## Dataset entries
Segment Open

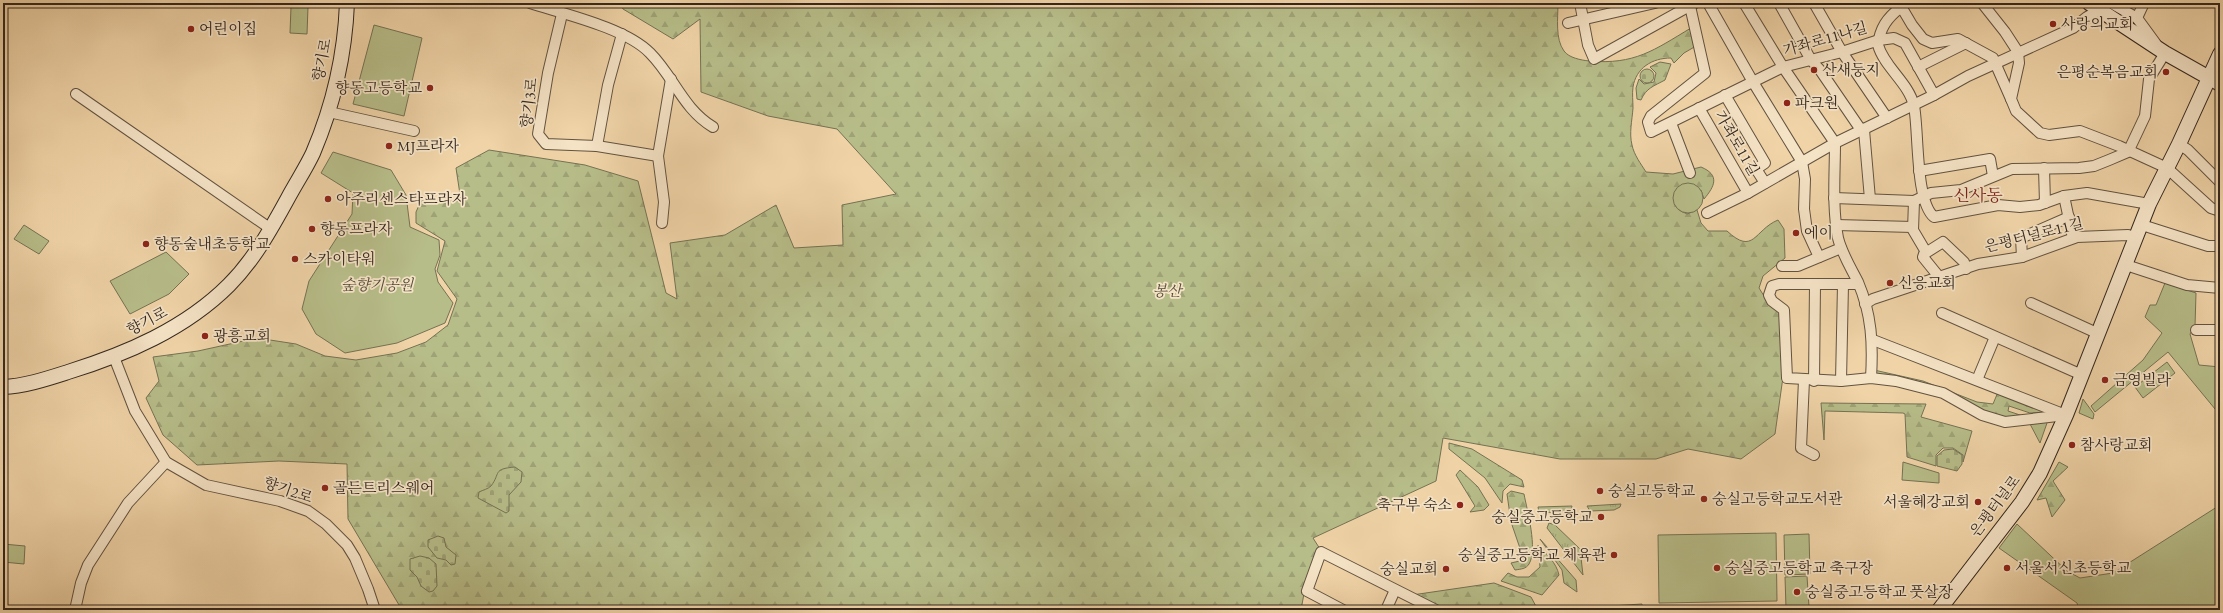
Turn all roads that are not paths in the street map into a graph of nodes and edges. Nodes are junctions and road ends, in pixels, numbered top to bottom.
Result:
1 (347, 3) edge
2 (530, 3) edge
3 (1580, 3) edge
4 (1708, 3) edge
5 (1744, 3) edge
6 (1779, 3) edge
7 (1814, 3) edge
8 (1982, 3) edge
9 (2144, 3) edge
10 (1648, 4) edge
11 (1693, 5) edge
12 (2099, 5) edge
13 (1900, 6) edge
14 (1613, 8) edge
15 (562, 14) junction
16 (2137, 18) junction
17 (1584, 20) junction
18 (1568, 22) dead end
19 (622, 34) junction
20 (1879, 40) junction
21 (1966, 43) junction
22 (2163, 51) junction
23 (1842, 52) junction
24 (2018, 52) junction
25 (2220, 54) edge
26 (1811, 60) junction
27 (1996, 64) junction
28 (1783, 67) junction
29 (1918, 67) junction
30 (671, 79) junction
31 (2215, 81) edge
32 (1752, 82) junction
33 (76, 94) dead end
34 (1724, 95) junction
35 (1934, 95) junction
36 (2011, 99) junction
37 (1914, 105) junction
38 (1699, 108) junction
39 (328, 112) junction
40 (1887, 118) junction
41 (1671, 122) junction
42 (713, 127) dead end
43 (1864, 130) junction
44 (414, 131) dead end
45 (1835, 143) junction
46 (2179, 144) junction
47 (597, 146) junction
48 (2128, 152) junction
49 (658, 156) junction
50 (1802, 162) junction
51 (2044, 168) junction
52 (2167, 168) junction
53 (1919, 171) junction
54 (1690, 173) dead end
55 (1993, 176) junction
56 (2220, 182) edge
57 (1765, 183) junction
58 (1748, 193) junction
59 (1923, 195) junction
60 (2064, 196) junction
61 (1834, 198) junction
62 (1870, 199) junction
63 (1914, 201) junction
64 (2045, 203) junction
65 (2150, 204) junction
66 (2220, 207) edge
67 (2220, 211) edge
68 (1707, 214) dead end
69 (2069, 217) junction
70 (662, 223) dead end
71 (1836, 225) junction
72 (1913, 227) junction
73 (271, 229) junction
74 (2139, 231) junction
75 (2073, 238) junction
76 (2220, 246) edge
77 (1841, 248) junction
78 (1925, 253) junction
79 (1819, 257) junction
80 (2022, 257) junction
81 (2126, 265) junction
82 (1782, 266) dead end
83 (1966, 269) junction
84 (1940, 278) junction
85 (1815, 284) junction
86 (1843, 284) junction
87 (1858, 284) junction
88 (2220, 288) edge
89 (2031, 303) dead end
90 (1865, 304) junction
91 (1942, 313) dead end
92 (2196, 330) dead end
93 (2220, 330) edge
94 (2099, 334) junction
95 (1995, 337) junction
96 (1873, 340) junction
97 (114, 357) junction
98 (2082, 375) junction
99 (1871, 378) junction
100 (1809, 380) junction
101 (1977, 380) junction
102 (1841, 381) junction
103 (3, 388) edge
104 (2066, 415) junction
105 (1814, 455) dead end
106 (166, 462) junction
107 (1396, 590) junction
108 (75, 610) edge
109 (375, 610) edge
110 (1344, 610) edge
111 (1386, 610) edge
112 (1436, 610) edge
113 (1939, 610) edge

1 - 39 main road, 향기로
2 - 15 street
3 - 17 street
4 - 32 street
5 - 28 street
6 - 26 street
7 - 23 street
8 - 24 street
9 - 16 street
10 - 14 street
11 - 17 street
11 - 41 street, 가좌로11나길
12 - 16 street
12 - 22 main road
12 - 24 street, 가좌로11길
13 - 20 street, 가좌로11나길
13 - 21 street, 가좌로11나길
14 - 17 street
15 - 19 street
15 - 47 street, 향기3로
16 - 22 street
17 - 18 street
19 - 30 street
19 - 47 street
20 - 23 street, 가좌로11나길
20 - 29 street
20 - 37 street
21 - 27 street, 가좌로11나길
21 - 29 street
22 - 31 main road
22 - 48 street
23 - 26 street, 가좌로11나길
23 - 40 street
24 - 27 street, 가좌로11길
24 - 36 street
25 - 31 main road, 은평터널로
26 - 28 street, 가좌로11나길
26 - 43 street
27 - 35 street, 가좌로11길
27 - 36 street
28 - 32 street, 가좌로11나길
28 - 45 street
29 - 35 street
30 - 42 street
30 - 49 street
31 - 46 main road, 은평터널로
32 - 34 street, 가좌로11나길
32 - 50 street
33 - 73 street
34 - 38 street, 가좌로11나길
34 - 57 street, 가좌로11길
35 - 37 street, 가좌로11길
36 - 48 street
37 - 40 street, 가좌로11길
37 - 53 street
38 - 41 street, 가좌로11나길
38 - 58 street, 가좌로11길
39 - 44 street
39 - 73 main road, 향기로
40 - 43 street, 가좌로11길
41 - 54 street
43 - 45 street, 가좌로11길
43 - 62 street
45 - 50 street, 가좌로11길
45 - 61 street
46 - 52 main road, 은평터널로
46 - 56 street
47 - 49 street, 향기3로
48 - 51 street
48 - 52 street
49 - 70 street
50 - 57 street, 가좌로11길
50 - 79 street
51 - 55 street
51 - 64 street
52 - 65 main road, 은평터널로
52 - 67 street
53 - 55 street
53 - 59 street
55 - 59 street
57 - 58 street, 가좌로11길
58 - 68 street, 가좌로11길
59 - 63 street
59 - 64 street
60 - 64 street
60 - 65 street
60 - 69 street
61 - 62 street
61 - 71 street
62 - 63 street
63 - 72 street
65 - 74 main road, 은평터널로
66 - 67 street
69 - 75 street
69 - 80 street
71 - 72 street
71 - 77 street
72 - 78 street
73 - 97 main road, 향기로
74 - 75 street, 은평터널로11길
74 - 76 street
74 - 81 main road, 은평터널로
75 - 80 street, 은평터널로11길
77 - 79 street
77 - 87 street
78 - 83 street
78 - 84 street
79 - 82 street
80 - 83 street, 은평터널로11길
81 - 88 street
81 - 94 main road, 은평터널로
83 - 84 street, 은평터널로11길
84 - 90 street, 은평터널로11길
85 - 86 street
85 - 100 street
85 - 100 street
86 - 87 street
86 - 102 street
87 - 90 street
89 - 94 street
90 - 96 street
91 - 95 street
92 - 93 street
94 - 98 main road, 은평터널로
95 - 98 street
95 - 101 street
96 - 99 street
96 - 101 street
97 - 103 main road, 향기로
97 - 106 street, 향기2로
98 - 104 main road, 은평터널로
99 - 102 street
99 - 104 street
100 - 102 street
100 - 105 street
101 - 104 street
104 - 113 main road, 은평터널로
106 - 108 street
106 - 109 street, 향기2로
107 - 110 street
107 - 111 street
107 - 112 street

Segment Closed

## WORK REQUIRED
In the lines above, find the word "dead" and copy every line it occurs in.

## FINAL ANSWER
18 (1568, 22) dead end
33 (76, 94) dead end
42 (713, 127) dead end
44 (414, 131) dead end
54 (1690, 173) dead end
68 (1707, 214) dead end
70 (662, 223) dead end
82 (1782, 266) dead end
89 (2031, 303) dead end
91 (1942, 313) dead end
92 (2196, 330) dead end
105 (1814, 455) dead end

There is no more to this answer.